Will hid his laugh behind a cough. “Of course, your highness.”
She wanted to ask him why he was so scathing but she didn’t. It mattered far more to Lilah to ascertain just why he’d affected such a dramatic escape from the building. “Tell me your facts. Tell me how you know.”
His hands gripped the steering wheel and he pretended for a moment that he hadn’t driven these roads a thousand times. He squinted at the overhead signs to ward off the bubble of panic that was making it difficult to breathe evenly. “He had a tattoo on his wrist,” he said finally. “I recognised it.”
“A tattoo?” She frowned. “I’ve never …”
“It was faded. He’d had it lasered, I guess.”

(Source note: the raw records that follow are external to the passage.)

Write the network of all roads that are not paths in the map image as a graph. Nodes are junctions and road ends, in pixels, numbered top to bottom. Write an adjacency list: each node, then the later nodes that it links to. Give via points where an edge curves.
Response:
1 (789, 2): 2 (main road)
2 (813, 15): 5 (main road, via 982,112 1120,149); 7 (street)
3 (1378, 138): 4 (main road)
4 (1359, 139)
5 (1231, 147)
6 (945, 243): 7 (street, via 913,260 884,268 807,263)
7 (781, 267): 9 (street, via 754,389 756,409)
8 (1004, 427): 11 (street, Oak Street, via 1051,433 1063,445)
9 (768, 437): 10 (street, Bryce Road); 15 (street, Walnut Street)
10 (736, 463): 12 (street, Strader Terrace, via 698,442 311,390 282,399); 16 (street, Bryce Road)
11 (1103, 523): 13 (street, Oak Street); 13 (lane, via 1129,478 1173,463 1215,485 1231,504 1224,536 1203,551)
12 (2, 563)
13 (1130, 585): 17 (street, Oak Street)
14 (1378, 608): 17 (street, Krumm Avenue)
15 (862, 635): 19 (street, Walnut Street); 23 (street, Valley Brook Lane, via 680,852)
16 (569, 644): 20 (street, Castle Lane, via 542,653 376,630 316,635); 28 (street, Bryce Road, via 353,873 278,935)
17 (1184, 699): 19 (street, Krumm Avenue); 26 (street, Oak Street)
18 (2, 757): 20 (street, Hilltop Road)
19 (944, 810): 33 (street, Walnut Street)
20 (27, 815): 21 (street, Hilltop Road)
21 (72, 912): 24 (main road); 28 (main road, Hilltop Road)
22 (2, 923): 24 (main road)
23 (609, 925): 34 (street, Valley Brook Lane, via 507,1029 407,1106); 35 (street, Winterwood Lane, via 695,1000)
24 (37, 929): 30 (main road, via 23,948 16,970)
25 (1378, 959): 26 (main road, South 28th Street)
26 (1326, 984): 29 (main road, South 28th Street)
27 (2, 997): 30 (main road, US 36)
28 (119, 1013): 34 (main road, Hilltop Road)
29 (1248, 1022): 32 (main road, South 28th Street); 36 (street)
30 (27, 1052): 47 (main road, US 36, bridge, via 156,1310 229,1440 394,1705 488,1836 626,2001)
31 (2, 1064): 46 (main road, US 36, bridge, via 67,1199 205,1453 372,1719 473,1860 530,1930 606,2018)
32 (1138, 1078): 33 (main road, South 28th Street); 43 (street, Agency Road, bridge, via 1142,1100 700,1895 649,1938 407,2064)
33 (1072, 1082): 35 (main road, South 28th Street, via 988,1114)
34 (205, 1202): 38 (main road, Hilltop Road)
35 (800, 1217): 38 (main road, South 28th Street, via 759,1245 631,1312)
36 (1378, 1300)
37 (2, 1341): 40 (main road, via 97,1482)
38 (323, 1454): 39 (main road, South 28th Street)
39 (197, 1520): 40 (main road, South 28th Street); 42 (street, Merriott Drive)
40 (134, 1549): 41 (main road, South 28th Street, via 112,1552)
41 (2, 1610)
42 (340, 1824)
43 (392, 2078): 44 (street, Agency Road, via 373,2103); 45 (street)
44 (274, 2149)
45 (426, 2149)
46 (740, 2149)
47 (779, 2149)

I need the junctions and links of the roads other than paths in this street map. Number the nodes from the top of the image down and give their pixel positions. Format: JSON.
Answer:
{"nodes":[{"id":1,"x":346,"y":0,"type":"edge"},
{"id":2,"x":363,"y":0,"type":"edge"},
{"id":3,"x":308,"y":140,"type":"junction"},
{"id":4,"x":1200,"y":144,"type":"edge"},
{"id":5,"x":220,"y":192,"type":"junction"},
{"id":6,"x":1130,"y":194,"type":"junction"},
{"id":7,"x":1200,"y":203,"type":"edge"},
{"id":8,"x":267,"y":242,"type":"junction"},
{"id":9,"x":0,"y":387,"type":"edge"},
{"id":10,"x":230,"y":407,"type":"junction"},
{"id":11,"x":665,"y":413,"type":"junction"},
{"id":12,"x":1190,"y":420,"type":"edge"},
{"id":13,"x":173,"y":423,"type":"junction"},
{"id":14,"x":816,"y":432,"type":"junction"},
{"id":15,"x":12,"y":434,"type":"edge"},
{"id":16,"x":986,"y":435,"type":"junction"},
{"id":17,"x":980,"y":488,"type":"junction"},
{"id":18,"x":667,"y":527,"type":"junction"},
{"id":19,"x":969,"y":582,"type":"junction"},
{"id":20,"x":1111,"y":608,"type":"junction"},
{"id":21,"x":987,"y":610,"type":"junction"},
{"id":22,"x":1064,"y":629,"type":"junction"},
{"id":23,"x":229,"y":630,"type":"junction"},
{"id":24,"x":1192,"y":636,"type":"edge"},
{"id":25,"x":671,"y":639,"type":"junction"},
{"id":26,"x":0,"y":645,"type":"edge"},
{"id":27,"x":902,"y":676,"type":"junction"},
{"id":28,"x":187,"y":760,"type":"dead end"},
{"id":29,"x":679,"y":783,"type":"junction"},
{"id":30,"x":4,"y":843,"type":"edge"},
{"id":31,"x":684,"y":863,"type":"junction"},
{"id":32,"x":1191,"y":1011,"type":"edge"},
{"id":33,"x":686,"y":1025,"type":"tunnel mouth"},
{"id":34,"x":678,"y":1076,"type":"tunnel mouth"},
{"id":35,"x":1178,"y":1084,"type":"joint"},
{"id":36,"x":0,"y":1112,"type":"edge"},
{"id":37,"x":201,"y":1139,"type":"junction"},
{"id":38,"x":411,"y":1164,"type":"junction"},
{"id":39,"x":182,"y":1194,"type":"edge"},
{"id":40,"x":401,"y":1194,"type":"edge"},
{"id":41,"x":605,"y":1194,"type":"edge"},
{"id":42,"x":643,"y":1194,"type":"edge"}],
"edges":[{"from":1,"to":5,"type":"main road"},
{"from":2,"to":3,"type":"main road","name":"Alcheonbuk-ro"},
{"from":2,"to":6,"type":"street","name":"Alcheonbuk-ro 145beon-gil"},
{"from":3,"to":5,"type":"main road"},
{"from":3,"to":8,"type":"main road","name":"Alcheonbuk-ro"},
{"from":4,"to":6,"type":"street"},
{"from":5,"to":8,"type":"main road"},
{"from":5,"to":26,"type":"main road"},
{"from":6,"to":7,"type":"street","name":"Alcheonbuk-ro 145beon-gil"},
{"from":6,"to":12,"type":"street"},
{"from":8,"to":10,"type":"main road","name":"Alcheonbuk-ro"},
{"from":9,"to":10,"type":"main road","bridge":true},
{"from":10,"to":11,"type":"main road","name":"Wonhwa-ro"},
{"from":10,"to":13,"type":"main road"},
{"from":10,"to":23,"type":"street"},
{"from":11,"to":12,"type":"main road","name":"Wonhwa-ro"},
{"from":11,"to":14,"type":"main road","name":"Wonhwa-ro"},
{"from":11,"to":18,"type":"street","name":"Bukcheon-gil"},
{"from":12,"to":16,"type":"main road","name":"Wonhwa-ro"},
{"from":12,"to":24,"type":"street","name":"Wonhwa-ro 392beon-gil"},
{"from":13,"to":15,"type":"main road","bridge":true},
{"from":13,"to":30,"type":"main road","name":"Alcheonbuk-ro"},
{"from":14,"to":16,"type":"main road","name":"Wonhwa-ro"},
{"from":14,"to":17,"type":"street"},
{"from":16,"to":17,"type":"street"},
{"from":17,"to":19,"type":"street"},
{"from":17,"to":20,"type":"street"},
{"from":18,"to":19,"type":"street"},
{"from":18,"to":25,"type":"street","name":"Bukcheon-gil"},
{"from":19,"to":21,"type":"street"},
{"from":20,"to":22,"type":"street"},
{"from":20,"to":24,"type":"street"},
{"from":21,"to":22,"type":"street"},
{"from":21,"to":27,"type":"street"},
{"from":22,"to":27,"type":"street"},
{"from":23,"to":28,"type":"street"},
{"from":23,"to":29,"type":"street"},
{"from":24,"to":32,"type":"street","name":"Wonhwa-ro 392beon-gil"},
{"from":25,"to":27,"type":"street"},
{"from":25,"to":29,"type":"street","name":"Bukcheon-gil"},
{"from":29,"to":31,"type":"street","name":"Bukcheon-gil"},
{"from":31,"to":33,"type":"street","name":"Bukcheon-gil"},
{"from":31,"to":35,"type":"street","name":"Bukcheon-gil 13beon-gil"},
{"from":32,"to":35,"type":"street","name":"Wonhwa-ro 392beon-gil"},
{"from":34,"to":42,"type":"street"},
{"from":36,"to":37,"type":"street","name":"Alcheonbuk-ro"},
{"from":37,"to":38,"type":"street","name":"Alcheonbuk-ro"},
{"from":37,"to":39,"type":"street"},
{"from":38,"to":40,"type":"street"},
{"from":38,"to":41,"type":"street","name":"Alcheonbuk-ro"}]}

She nodded, but her mind was shuddering to a worrying conclusion. “You kidnapped me and worried my brother all because some good, law-abiding man got a tattoo that he lat
er regretted and tried to remove?”
“One does not simply …” He shook his head with frustration. “I saw the tattoo and acted on instinct. Believe me, I’m starting to wish I’d kept my mouth shut.”
“That makes two of us,” she agreed, clamping her mouth shut and glaring straight ahead. A fulminating silence filled the vehicle. He drove fast but he drove well.
“Where are you taking me?” She asked after almost twenty minutes of sullen quiet.
“I told you, somewhere safe.”
“Yes,” she feigned patience. “But where?”
Will couldn’t tell her. This woman had grown up in the same luxurious manner Ki had. If she knew he was planning to take her to a tiny cabin in the middle of the woods with flickering electricity and patchy running water he had no doubt she’d leap from the moving vehicle.